INFORMATION GIVEN: Begin

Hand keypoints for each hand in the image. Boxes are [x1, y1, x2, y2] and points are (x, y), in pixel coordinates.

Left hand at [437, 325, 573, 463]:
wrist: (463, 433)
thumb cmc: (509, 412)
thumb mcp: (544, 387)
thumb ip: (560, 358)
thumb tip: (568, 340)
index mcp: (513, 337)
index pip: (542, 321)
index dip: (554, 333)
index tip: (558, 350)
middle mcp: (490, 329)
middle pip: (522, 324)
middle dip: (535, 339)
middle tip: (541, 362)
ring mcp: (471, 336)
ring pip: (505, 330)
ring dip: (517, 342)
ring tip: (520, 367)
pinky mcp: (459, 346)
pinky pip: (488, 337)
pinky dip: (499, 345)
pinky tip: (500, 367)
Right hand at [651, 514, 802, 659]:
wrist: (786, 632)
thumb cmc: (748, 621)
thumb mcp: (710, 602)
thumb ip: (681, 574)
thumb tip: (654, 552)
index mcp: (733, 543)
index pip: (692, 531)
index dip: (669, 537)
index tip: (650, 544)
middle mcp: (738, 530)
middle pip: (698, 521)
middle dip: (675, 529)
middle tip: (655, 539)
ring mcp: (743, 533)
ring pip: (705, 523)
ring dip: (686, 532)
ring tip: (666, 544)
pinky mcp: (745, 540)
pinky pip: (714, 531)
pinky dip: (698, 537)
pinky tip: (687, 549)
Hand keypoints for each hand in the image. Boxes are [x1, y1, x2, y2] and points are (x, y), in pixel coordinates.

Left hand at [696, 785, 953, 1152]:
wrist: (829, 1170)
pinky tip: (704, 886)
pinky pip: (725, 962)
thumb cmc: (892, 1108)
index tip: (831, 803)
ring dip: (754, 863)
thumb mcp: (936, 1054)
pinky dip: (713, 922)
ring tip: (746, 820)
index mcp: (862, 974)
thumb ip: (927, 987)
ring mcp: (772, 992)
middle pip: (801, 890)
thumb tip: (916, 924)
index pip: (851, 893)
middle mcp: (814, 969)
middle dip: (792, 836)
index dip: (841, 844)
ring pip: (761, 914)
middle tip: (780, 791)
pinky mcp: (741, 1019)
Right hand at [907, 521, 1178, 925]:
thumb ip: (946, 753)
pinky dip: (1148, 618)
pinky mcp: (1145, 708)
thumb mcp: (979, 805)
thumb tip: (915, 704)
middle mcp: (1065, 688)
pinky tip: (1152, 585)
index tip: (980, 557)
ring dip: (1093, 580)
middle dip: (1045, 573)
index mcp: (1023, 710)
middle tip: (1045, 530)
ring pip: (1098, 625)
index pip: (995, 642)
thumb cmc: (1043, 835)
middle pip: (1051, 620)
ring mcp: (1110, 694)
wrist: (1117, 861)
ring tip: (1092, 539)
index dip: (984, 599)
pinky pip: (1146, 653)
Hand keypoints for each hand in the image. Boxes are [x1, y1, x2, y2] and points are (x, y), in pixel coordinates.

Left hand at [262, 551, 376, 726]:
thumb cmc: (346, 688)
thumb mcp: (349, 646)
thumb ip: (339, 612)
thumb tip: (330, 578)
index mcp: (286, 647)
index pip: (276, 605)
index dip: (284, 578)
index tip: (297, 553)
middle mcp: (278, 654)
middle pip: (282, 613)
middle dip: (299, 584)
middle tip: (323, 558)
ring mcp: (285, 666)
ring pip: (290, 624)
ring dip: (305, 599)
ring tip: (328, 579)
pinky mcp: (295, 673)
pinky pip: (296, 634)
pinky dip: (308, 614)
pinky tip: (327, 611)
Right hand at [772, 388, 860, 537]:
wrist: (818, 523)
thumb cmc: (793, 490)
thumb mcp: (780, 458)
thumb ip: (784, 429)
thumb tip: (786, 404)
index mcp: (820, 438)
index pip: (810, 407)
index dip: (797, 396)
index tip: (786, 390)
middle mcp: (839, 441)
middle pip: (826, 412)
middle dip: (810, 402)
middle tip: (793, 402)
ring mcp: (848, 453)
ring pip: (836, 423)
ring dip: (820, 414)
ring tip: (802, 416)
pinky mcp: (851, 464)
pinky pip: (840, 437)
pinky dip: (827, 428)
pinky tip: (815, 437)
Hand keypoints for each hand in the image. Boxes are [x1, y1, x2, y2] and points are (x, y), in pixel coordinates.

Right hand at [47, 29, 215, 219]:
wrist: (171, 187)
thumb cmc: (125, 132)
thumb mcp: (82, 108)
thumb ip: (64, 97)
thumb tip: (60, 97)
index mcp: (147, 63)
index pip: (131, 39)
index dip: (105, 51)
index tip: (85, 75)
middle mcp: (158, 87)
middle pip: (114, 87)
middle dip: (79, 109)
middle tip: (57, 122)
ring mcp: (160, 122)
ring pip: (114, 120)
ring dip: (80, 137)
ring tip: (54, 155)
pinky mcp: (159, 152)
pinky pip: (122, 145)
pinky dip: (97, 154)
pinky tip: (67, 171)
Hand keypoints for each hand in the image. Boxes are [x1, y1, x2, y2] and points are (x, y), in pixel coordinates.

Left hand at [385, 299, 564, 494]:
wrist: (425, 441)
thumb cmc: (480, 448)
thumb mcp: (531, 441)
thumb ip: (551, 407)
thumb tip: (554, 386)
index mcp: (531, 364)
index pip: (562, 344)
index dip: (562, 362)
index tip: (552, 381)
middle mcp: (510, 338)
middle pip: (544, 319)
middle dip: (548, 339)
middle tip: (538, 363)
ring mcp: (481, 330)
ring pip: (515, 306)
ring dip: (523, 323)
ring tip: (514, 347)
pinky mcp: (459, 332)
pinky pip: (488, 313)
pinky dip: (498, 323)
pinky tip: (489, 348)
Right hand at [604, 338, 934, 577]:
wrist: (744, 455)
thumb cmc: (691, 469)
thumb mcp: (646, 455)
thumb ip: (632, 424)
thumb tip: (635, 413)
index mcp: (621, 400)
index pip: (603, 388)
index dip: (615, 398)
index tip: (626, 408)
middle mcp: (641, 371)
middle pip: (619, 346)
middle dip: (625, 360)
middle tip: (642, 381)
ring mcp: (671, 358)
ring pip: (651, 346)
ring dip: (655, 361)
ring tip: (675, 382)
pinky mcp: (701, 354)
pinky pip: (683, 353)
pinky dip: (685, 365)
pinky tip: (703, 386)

INFORMATION GIVEN: End

WHAT NEEDS TO BE DONE
Each line above must be output exactly as it stands.

EXPECTED OUTPUT
Hand keypoints for each hand in the image. Boxes are [x1, y1, x2, y2] and points are (x, y), in pixel coordinates.

Left hand at [437, 325, 573, 463]:
wrist: (463, 433)
thumb cmc: (509, 412)
thumb mcp: (544, 387)
thumb ip: (560, 358)
thumb tip: (568, 340)
index mcp: (513, 337)
index pip: (542, 321)
index dip: (554, 333)
index tip: (558, 350)
middle mcp: (490, 329)
middle pip: (522, 324)
middle dip: (535, 339)
middle tip: (541, 362)
ring mcp: (471, 336)
ring pip: (505, 330)
ring dip: (517, 342)
ring tip: (520, 367)
pinky mcp: (459, 346)
pinky pip: (488, 337)
pinky dip: (499, 345)
pinky tip: (500, 367)
Right hand at [651, 514, 802, 659]:
wrist: (786, 632)
thumb cmc: (748, 621)
thumb mcp: (710, 602)
thumb ip: (681, 574)
thumb tip: (654, 552)
index mcp: (733, 543)
index pip: (692, 531)
index dip: (669, 537)
index tip: (650, 544)
middle mcp: (738, 530)
middle pip: (698, 521)
middle dip: (675, 529)
middle tip: (655, 539)
ring mcp: (743, 533)
ring pip: (705, 523)
ring dip: (686, 532)
ring tip: (666, 544)
pinky mcp: (745, 540)
pinky pip: (714, 531)
pinky dip: (698, 537)
pinky tip: (687, 549)
Hand keypoints for each hand in the image. Boxes are [x1, y1, x2, y2] and points are (x, y), in pixel coordinates.

Left hand at [696, 785, 953, 1152]:
wrist: (829, 1170)
pinky tip: (704, 886)
pinky pip: (725, 962)
thumb cmc: (892, 1108)
index tip: (831, 803)
ring dip: (754, 863)
thumb mcp: (936, 1054)
pinky dip: (713, 922)
ring tip: (746, 820)
index mcp: (862, 974)
thumb ip: (927, 987)
ring mcp: (772, 992)
middle pip: (801, 890)
thumb tip: (916, 924)
index pip: (851, 893)
middle mcp: (814, 969)
middle dip: (792, 836)
index dip: (841, 844)
ring pip: (761, 914)
middle tip: (780, 791)
pinky mcp: (741, 1019)
Right hand at [907, 521, 1178, 925]:
thumb ip: (946, 753)
pinky dip: (1148, 618)
pinky mcp: (1145, 708)
thumb mcp: (979, 805)
thumb tip: (915, 704)
middle mcp: (1065, 688)
pinky tip: (1152, 585)
index tip: (980, 557)
ring dip: (1093, 580)
middle dip: (1045, 573)
index mcp: (1023, 710)
middle tip: (1045, 530)
ring pip: (1098, 625)
index pip: (995, 642)
thumb cmc: (1043, 835)
middle pip: (1051, 620)
ring mcp: (1110, 694)
wrist: (1117, 861)
ring tip: (1092, 539)
index dip: (984, 599)
pinky pip: (1146, 653)
Hand keypoints for each hand in the image. Boxes are [x1, y1, x2, y2] and points are (x, y), in pixel coordinates.

Left hand at [262, 551, 376, 726]:
thumb cmc: (346, 688)
thumb mcp: (349, 646)
thumb ip: (339, 612)
thumb tip: (330, 578)
index mcp: (286, 647)
index pip: (276, 605)
index dip: (284, 578)
index tip: (297, 553)
middle mcp: (278, 654)
middle pip: (282, 613)
middle dip: (299, 584)
middle tip: (323, 558)
ring mcp: (285, 666)
ring pip: (290, 624)
ring dip: (305, 599)
ring tip: (328, 579)
pinky mcp: (295, 673)
pinky pip: (296, 634)
pinky dip: (308, 614)
pinky tip: (327, 611)
Right hand at [772, 388, 860, 537]:
wrist: (818, 523)
thumb cmc: (793, 490)
thumb mcp: (780, 458)
thumb ip: (784, 429)
thumb tip: (786, 404)
index mcp: (820, 438)
index pip: (810, 407)
index dip: (797, 396)
index tip: (786, 390)
middle mcp: (839, 441)
middle pip: (826, 412)
middle dip: (810, 402)
middle tip: (793, 402)
ring mcp: (848, 453)
ring pip: (836, 423)
ring dip: (820, 414)
ring tip: (802, 416)
pinky mcp: (851, 464)
pinky pip: (840, 437)
pinky dip: (827, 428)
pinky tip: (815, 437)
Hand keypoints for each hand in the image. Boxes are [x1, y1, x2, y2] and points are (x, y), in pixel coordinates.

Right hand at [47, 29, 215, 219]:
wrist: (171, 187)
thumb cmc: (125, 132)
thumb mcp: (82, 108)
thumb ip: (64, 97)
thumb tip: (60, 97)
index mcp: (147, 63)
index pip: (131, 39)
index dip: (105, 51)
index tip: (85, 75)
middle mcp: (158, 87)
middle pip: (114, 87)
middle dip: (79, 109)
middle tip: (57, 122)
ring mcp: (160, 122)
ring pip: (114, 120)
ring dip: (80, 137)
ring tip: (54, 155)
pinky mcp: (159, 152)
pinky pip: (122, 145)
pinky dip: (97, 154)
pinky tip: (67, 171)
Hand keypoints for each hand in the image. Boxes are [x1, y1, x2, y2] and points are (x, y), in pixel coordinates.

Left hand at [385, 299, 564, 494]:
wrist: (425, 441)
thumb cmc: (480, 448)
thumb mcp: (531, 441)
thumb ip: (551, 407)
thumb tip: (554, 386)
index mcp: (531, 364)
index pip: (562, 344)
index dip: (562, 362)
index tip: (552, 381)
middle mcp: (510, 338)
middle pip: (544, 319)
middle dip: (548, 339)
middle tip: (538, 363)
ring mcp: (481, 330)
ring pip: (515, 306)
ring dip: (523, 323)
ring tip: (514, 347)
pinky mcp: (459, 332)
pinky pip: (488, 313)
pinky dip: (498, 323)
pinky tip: (489, 348)
Right hand at [604, 338, 934, 577]:
wrist: (744, 455)
thumb cmc: (691, 469)
thumb mcp: (646, 455)
thumb ip: (632, 424)
thumb tip: (635, 413)
index mcp: (621, 400)
index pip: (603, 388)
index dip: (615, 398)
index tip: (626, 408)
middle mcp: (641, 371)
middle pip: (619, 346)
middle dip: (625, 360)
middle tip: (642, 381)
ring mcp: (671, 358)
ring pip: (651, 346)
ring dip: (655, 361)
ring tip: (675, 382)
pinky mcp: (701, 354)
pinky pip: (683, 353)
pinky dip: (685, 365)
pinky tip: (703, 386)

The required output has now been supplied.